(Saved entries)
++++++
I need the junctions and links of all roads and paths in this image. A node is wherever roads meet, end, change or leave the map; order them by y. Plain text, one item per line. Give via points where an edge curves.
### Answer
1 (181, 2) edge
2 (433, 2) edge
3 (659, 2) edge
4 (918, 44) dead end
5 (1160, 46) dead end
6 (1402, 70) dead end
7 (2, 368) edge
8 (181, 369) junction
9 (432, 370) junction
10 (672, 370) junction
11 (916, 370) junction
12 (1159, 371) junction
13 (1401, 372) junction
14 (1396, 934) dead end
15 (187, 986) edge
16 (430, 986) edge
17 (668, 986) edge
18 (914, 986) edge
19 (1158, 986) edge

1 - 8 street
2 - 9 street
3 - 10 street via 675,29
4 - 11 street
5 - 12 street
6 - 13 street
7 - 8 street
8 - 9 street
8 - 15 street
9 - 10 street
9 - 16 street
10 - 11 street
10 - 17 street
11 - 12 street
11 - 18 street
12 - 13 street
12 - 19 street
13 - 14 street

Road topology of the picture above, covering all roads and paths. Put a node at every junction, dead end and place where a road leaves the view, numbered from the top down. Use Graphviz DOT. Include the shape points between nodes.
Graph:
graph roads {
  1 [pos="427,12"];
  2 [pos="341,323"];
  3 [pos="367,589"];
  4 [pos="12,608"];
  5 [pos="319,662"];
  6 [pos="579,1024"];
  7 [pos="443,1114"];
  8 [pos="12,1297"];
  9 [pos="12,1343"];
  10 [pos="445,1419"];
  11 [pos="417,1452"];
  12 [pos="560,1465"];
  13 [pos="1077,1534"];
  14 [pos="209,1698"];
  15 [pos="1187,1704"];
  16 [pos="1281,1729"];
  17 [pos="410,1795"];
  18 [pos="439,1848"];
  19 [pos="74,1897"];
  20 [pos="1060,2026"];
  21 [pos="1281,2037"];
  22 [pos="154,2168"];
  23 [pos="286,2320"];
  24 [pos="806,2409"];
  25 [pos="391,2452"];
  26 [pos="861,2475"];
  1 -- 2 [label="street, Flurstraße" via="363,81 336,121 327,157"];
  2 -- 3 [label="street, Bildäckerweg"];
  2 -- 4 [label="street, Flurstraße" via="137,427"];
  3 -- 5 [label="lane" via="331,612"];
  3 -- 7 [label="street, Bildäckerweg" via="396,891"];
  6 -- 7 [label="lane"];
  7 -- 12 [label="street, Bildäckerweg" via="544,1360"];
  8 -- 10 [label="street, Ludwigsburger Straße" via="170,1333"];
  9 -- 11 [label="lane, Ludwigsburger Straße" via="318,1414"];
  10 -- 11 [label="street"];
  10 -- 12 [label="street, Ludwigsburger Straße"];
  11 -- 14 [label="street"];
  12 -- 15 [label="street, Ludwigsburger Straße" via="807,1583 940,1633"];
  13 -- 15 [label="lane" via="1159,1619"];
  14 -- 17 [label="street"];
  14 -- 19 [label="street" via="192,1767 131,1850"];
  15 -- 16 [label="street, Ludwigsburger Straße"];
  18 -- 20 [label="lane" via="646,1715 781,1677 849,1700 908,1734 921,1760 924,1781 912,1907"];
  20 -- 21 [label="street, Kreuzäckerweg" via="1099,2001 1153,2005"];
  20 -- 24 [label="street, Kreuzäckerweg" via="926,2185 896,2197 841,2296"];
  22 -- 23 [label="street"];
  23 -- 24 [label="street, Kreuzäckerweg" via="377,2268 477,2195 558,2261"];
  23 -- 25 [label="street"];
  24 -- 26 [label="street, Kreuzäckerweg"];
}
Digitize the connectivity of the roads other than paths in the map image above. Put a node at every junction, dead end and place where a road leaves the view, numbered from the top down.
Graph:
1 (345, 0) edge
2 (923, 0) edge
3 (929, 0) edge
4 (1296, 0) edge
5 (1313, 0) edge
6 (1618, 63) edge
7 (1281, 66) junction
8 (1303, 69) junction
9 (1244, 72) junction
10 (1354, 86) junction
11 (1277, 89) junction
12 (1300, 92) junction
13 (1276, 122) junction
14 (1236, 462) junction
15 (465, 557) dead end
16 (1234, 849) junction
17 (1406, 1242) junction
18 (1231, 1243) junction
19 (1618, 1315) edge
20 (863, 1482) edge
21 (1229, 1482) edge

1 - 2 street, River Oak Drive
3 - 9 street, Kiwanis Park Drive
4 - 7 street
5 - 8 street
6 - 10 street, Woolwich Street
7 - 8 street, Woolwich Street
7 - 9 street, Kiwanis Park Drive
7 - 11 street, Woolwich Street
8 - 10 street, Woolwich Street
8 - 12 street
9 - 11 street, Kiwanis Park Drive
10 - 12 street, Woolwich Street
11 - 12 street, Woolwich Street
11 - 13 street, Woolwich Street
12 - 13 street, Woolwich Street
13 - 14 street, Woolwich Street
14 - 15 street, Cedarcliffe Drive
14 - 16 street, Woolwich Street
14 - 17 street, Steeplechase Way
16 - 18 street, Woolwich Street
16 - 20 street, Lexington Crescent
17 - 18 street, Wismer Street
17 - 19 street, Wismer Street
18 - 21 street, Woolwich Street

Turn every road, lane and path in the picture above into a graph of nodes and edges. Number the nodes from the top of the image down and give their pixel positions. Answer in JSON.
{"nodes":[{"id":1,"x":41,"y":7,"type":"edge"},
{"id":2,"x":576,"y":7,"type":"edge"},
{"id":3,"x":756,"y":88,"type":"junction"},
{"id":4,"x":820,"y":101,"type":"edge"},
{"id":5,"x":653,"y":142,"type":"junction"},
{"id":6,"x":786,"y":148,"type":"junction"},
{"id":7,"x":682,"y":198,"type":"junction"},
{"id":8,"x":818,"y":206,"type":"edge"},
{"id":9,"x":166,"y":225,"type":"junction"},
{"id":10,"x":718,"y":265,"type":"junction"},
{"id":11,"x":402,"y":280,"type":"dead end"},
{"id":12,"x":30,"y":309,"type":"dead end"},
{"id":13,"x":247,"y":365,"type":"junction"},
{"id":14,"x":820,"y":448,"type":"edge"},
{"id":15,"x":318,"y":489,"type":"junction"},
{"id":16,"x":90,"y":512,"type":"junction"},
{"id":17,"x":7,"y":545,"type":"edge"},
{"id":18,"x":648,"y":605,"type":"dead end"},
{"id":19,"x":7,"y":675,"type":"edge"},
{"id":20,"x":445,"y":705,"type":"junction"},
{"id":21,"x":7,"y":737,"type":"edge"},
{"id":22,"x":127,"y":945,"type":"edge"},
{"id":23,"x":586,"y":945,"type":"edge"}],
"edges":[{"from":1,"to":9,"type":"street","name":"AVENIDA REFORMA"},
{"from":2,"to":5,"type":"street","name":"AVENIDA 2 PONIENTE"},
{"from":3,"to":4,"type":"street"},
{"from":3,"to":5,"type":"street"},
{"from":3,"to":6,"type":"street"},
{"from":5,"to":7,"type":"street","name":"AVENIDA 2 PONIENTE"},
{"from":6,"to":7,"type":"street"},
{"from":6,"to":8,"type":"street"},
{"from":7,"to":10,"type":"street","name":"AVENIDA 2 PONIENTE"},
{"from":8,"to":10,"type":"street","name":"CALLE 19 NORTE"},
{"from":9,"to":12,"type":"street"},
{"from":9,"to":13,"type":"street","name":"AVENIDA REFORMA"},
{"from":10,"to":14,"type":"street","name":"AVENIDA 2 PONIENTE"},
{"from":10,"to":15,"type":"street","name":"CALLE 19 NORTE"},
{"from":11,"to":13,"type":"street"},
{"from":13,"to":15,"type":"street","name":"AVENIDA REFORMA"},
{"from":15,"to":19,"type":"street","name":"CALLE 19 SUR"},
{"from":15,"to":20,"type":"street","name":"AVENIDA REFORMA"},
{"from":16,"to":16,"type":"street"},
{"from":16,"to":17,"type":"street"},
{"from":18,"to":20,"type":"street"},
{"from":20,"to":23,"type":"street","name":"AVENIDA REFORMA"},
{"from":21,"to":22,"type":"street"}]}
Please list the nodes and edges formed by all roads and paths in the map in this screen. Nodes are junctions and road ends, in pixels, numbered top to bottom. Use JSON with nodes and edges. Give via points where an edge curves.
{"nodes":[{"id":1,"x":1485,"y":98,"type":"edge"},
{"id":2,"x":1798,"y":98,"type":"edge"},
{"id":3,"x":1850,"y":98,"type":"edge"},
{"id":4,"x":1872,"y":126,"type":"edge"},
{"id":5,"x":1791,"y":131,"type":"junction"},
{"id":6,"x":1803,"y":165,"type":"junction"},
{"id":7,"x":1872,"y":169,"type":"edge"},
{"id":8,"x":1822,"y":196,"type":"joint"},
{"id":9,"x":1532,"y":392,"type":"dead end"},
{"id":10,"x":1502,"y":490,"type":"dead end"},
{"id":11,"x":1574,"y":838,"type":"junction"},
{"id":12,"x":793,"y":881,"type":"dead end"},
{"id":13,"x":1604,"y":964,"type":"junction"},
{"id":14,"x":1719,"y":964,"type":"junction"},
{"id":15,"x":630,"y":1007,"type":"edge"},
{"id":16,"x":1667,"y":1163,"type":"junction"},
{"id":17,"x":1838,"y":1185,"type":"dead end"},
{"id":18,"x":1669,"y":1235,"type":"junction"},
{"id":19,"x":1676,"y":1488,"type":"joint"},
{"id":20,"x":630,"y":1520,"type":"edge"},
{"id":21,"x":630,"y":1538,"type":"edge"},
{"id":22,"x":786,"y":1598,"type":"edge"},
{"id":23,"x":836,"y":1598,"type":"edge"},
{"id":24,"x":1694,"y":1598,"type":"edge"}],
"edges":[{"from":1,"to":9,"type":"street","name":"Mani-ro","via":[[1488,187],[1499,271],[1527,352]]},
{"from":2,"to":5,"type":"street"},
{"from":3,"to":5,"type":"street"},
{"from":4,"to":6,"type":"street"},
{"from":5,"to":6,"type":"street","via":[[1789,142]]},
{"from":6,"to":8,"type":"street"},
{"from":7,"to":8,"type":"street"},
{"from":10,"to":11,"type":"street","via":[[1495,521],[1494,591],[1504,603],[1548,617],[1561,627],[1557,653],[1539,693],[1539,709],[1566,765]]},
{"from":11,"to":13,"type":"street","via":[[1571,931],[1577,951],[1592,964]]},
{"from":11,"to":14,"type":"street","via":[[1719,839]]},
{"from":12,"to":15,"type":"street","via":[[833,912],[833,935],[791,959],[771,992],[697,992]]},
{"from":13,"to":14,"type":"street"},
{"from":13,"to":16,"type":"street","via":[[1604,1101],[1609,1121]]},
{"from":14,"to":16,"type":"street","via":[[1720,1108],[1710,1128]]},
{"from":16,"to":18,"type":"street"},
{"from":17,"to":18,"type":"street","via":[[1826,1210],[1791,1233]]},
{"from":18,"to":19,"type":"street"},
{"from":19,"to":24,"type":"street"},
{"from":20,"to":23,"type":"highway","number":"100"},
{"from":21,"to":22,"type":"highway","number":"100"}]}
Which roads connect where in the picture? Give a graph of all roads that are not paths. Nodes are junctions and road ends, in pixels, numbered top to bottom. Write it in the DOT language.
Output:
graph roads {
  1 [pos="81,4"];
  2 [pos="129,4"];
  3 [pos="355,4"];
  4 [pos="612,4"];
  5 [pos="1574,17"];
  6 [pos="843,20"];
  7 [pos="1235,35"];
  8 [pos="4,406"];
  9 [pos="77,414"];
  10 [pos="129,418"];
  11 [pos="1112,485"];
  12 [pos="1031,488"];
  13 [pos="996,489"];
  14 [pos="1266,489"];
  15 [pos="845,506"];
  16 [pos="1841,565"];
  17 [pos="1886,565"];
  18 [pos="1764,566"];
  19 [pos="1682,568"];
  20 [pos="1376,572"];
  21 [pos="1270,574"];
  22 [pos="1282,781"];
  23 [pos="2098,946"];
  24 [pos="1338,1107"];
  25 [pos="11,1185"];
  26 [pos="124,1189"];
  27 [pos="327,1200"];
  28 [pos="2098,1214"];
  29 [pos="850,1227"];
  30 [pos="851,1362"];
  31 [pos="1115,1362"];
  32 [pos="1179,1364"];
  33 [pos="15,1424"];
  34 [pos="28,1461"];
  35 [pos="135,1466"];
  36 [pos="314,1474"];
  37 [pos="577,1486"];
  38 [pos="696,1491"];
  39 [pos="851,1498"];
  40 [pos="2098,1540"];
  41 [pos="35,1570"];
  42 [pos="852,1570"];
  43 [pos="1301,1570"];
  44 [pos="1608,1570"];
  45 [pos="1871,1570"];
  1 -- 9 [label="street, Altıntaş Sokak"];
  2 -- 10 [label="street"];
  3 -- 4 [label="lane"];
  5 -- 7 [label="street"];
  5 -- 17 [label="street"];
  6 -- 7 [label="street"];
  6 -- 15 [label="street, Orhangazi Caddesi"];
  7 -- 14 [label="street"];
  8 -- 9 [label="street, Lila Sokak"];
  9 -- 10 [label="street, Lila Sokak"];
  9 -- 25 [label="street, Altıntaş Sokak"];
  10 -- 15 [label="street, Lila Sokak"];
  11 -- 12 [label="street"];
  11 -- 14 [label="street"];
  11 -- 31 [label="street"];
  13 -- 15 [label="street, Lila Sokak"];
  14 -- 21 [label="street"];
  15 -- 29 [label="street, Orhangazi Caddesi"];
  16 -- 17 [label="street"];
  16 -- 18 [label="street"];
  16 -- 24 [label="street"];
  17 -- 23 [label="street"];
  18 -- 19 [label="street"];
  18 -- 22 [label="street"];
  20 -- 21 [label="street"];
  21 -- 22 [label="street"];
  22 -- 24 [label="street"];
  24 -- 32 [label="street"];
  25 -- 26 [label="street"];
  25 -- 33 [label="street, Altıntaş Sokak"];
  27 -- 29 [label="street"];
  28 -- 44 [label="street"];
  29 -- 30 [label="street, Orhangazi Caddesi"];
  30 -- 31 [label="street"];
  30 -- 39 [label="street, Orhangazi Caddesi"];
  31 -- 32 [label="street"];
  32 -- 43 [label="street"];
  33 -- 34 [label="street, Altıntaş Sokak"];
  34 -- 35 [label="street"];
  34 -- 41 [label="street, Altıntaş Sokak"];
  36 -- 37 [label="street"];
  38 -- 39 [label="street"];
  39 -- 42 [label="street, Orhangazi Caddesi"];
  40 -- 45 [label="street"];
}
++++++
_TASK PROMPT_
Starting from the data above, filter for lines with "Flurstraße" and copy each one.

_TASK OUTPUT_
  1 -- 2 [label="street, Flurstraße" via="363,81 336,121 327,157"];
  2 -- 4 [label="street, Flurstraße" via="137,427"];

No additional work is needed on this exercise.